Data entries
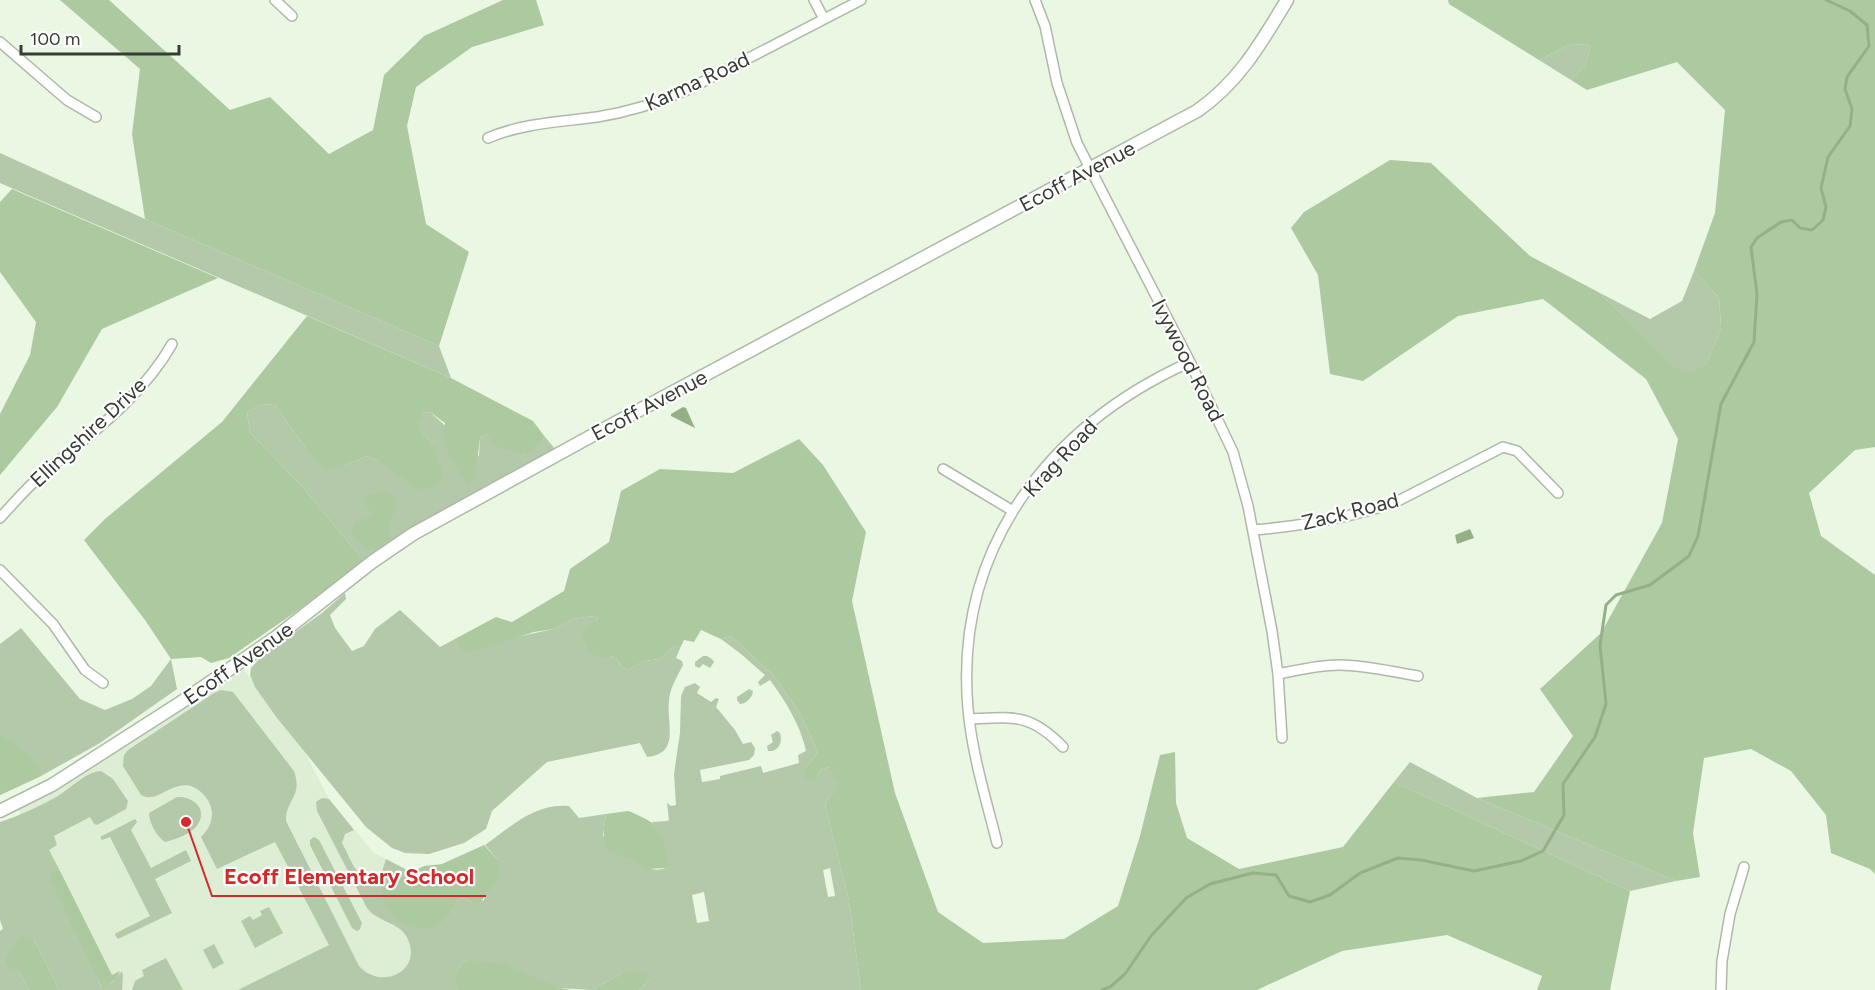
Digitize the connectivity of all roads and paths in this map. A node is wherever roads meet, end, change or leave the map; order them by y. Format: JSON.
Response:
{"nodes":[{"id":1,"x":275,"y":0,"type":"edge"},
{"id":2,"x":814,"y":0,"type":"edge"},
{"id":3,"x":861,"y":0,"type":"edge"},
{"id":4,"x":1035,"y":0,"type":"edge"},
{"id":5,"x":1287,"y":0,"type":"edge"},
{"id":6,"x":292,"y":16,"type":"dead end"},
{"id":7,"x":824,"y":19,"type":"junction"},
{"id":8,"x":0,"y":42,"type":"edge"},
{"id":9,"x":96,"y":117,"type":"dead end"},
{"id":10,"x":488,"y":138,"type":"dead end"},
{"id":11,"x":1089,"y":169,"type":"junction"},
{"id":12,"x":172,"y":344,"type":"dead end"},
{"id":13,"x":1190,"y":362,"type":"junction"},
{"id":14,"x":943,"y":469,"type":"dead end"},
{"id":15,"x":1558,"y":493,"type":"dead end"},
{"id":16,"x":1013,"y":512,"type":"junction"},
{"id":17,"x":0,"y":518,"type":"edge"},
{"id":18,"x":1253,"y":531,"type":"junction"},
{"id":19,"x":0,"y":570,"type":"edge"},
{"id":20,"x":1278,"y":674,"type":"junction"},
{"id":21,"x":1418,"y":676,"type":"dead end"},
{"id":22,"x":104,"y":683,"type":"dead end"},
{"id":23,"x":969,"y":719,"type":"junction"},
{"id":24,"x":1282,"y":738,"type":"dead end"},
{"id":25,"x":1063,"y":747,"type":"dead end"},
{"id":26,"x":0,"y":811,"type":"edge"},
{"id":27,"x":997,"y":843,"type":"dead end"},
{"id":28,"x":1743,"y":867,"type":"dead end"},
{"id":29,"x":1720,"y":990,"type":"edge"}],
"edges":[{"from":1,"to":6,"type":"street"},
{"from":2,"to":7,"type":"street"},
{"from":3,"to":7,"type":"street","name":"Karma Road"},
{"from":4,"to":11,"type":"street","name":"Ivywood Road"},
{"from":5,"to":11,"type":"street","name":"Ecoff Avenue"},
{"from":7,"to":10,"type":"street","name":"Karma Road"},
{"from":8,"to":9,"type":"street"},
{"from":11,"to":13,"type":"street","name":"Ivywood Road"},
{"from":11,"to":26,"type":"street","name":"Ecoff Avenue"},
{"from":12,"to":17,"type":"street","name":"Ellingshire Drive"},
{"from":13,"to":16,"type":"street","name":"Krag Road"},
{"from":13,"to":18,"type":"street","name":"Ivywood Road"},
{"from":14,"to":16,"type":"street"},
{"from":15,"to":18,"type":"street","name":"Zack Road"},
{"from":16,"to":23,"type":"street","name":"Krag Road"},
{"from":18,"to":20,"type":"street","name":"Ivywood Road"},
{"from":19,"to":22,"type":"street"},
{"from":20,"to":21,"type":"street"},
{"from":20,"to":24,"type":"street","name":"Ivywood Road"},
{"from":23,"to":25,"type":"street"},
{"from":23,"to":27,"type":"street","name":"Krag Road"},
{"from":28,"to":29,"type":"street"}]}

How to complete this task: Wherever a line contains the string "Karma", copy that line from the data.

Completed task:
{"from":3,"to":7,"type":"street","name":"Karma Road"},
{"from":7,"to":10,"type":"street","name":"Karma Road"},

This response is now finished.